Brown Study

Brown Study

26 October 2019

9:00 AM

26 October 2019

9:00 AM

This week marks the 50th anniversary of my election to the House of Representatives on 25 October, 1969. What has changed since then? What is better? What is worse? Do we have a more vibrant democracy than we had 50 years ago? Or are things much the same? My conclusions: there have been enormous changes, very few of them have been for the better and, like a lot of changes, most have been for the worse. Here are my twelve most significant changes, more or less in order of importance.
 
1. Far and away, the most significant change has been that government is much bigger and more intrusive than it was in 1969. There are more departments and ministers, the cost has increased astronomically, more laws have been passed to empower the giant machine and government has wormed itself into every nook and cranny of life like virulent lantana.

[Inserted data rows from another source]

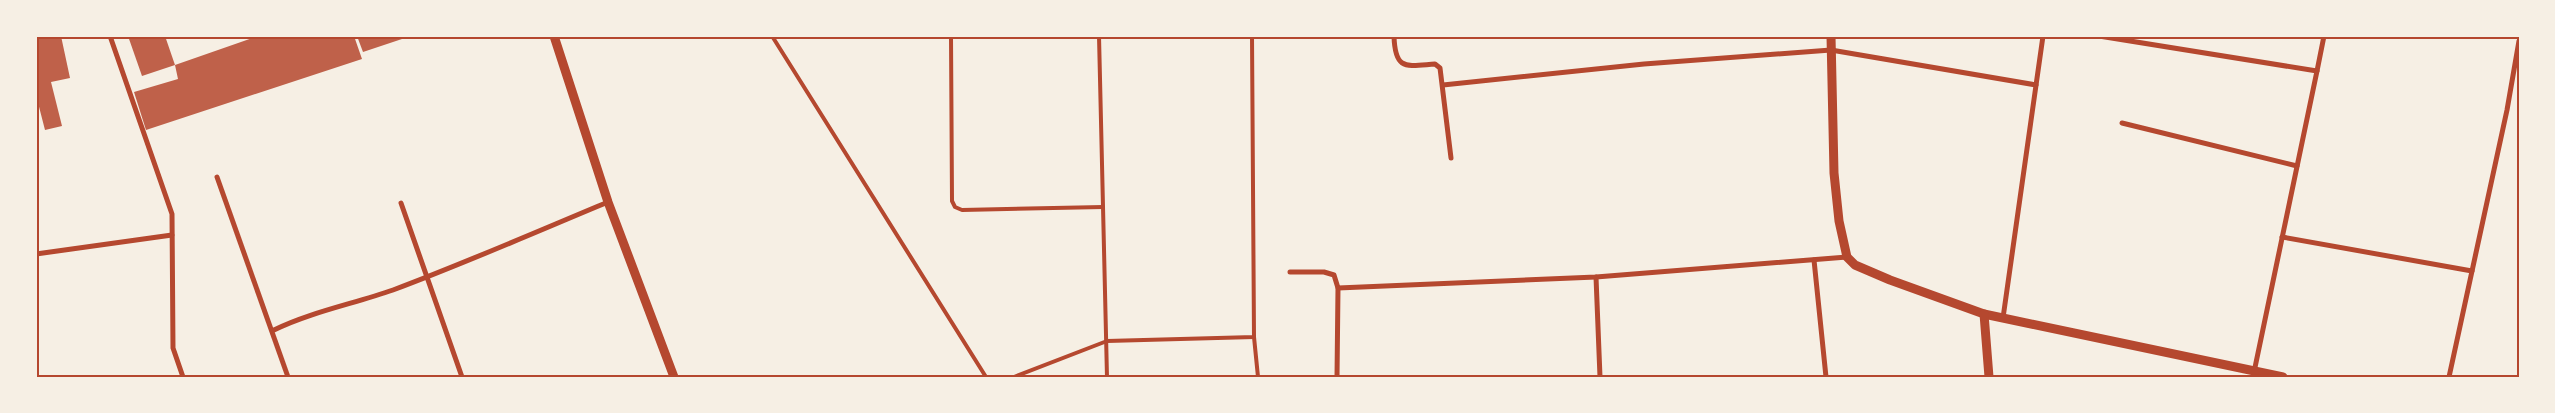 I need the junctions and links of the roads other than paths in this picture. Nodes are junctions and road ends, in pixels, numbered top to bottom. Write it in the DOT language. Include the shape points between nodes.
graph roads {
  1 [pos="110,36"];
  2 [pos="554,36"];
  3 [pos="772,36"];
  4 [pos="950,36"];
  5 [pos="1099,36"];
  6 [pos="1252,36"];
  7 [pos="1394,36"];
  8 [pos="1831,36"];
  9 [pos="2043,36"];
  10 [pos="2099,36"];
  11 [pos="2324,36"];
  12 [pos="2519,41"];
  13 [pos="1831,50"];
  14 [pos="2317,71"];
  15 [pos="1443,85"];
  16 [pos="2036,85"];
  17 [pos="2122,123"];
  18 [pos="1451,158"];
  19 [pos="2297,166"];
  20 [pos="218,177"];
  21 [pos="608,202"];
  22 [pos="401,203"];
  23 [pos="1103,207"];
  24 [pos="172,235"];
  25 [pos="2282,237"];
  26 [pos="36,254"];
  27 [pos="1847,257"];
  28 [pos="1814,260"];
  29 [pos="2472,271"];
  30 [pos="1290,272"];
  31 [pos="428,277"];
  32 [pos="1596,277"];
  33 [pos="1338,288"];
  34 [pos="1984,314"];
  35 [pos="2003,318"];
  36 [pos="274,330"];
  37 [pos="1254,337"];
  38 [pos="1107,341"];
  39 [pos="2254,374"];
  40 [pos="183,377"];
  41 [pos="288,377"];
  42 [pos="462,377"];
  43 [pos="674,377"];
  44 [pos="986,377"];
  45 [pos="1014,377"];
  46 [pos="1107,377"];
  47 [pos="1258,377"];
  48 [pos="1337,377"];
  49 [pos="1600,377"];
  50 [pos="1826,377"];
  51 [pos="1989,377"];
  52 [pos="2283,377"];
  53 [pos="2449,377"];
  1 -- 24 [label="street" via="172,214"];
  2 -- 21 [label="street"];
  3 -- 44 [label="lane"];
  4 -- 23 [label="lane" via="952,201 955,207 962,210"];
  5 -- 23 [label="lane"];
  6 -- 37 [label="lane"];
  7 -- 15 [label="street" via="1394,53 1398,61 1407,66 1436,64 1440,68"];
  8 -- 13 [label="street"];
  9 -- 16 [label="street"];
  10 -- 14 [label="street"];
  11 -- 14 [label="street"];
  12 -- 29 [label="street"];
  13 -- 15 [label="street" via="1644,64"];
  13 -- 16 [label="street"];
  13 -- 27 [label="street" via="1834,173"];
  14 -- 19 [label="street"];
  15 -- 18 [label="street"];
  16 -- 35 [label="street"];
  17 -- 19 [label="street"];
  19 -- 25 [label="street"];
  20 -- 36 [label="street"];
  21 -- 31 [label="street"];
  21 -- 43 [label="street"];
  22 -- 31 [label="street"];
  23 -- 38 [label="lane"];
  24 -- 26 [label="street"];
  24 -- 40 [label="street" via="173,348"];
  25 -- 29 [label="street"];
  25 -- 39 [label="street"];
  27 -- 28 [label="street"];
  27 -- 34 [label="street" via="1855,265 1890,280"];
  28 -- 32 [label="street"];
  28 -- 50 [label="street"];
  29 -- 53 [label="street"];
  30 -- 33 [label="street" via="1334,274"];
  31 -- 36 [label="street"];
  31 -- 42 [label="street"];
  32 -- 33 [label="street"];
  32 -- 49 [label="street"];
  33 -- 48 [label="street"];
  34 -- 35 [label="street"];
  34 -- 51 [label="street"];
  35 -- 39 [label="street"];
  36 -- 41 [label="street"];
  37 -- 38 [label="lane"];
  37 -- 47 [label="lane"];
  38 -- 45 [label="lane"];
  38 -- 46 [label="lane"];
  39 -- 52 [label="street"];
}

Has this produced a better society? I doubt it.
 
2. Government used to be smaller, cheaper and more efficient because it did what it was supposed to do – deliver services. The services were those that people could not provide for themselves. Nowadays, the whole government leviathan is bloated because government has expanded into giving away things that people have not asked for, do not need and which they should be able to do for themselves. Government is now like Santa Claus working up an endless list of giveaways. The civic motto today must surely be ‘Ask and you shall receive’.
 
3. The inevitable result is that governments spend and waste too much money. Just think of the billions spent on the National Broadband Network and wasted on a lot of social welfare.
 
4. Included in these new fields of government activity are not just services, but beliefs, rights and wrongs, judgments on human behaviour and a pre-occupation with feel-good causes like foreign aid, refugees, harassment, aggressive human rights and the offence industry, where government encourages people to be outraged and seek damages.
 
5. Government used to be there for those who needed it. Now, it goes hunting for new work. Departments have ‘clients’. Public servants such as Tim Soutphommasane have been allowed to get away with openly touting for complaints to be made. Even the Coalition is foolishly about to appoint yet another rights behemoth, the Commissioner for Religious Freedom, soon to be drumming up trade.
 
6. The parliament is vital in a democracy. But ours is too big. There are too many elected members; the available work could be done by half the number. Two factors have contributed to this. First, the gigantic and entirely unnecessary new Parliament House with its luxury offices and committee rooms and also the numbers and over-generous entitlements given to MPs’ staff, some with grandiose titles like Chief of Staff. Work has to be found to fill those committee rooms and occupy MPs’ staff and what better than to invent new things for the government to do! The overall perks are too many and too generous. I left parliament when they decided to give motor cars to members and senators, scandalously unjustified.
 
7. The parliament is now boring. It was not always so and need not be so now. It used to be a place for quick wit and powerful speeches made off the cuff. Today it is about as amusing as the Melbourne Comedy Festival, which tried to crucify Barry Humphries for not toeing the elitist party line. The parliament is boring because of the rise of computers and social media, which are stultifying the brains of MPs. There is no repartee, because MPs are reading speeches, not speaking from the heart.
 
8. Most parliaments consist of members who are failures in life who have never had a real job. In 1969, virtually every trade and profession was represented; now, very few are. In 1969, there were MPs with defence force experience; now, they are more interested in inventing new war crimes and alleging Australian troops have committed them. The gene pool in state and federal parliaments is now about as varied as one of those deposed European royal families. The result of their labours is the same – moribund.
 
9. We are becoming racists. The rise of the Aboriginal Voice to the parliament and the Victorian ‘treaty’, separate electoral rolls, the right to be a candidate and the right to legislate are all granted on the basis of race. It is worse than South Africa was, because we are voluntarily walking into it, knowing where it will end – division, hatred and ever increasing demands is for money.
 
10. The press gallery is no longer a detached observer and reporter. It was wrongly allowed to become part of the new Parliament House and is now an active player, as it gives opinion and takes sides. Journalists should be at the vanguard of stopping this trend, as the more they are participants in politics the more they lose the respect the public used to have for them.
 
11. Journalists have also forgotten how to ask questions. But they see their role as not to ask, but to lecture and harangue. That is why many interviews are worthless and they get nothing out of the subject, who is on the defensive and clams up.
 
12. The main function of government seems to be to facilitate the dissolution of an ordered society which is not there by accident, but because we have adopted it over centuries, we like it and it works. It has become our tradition and our culture. Thus, traditional marriage and adoption, the nature of being born as male or female, the constitution, our social cohesion, all these and more are under attack, and are not being protected or enhanced, as they should be. I prefer government and the parliament as they were in 1969.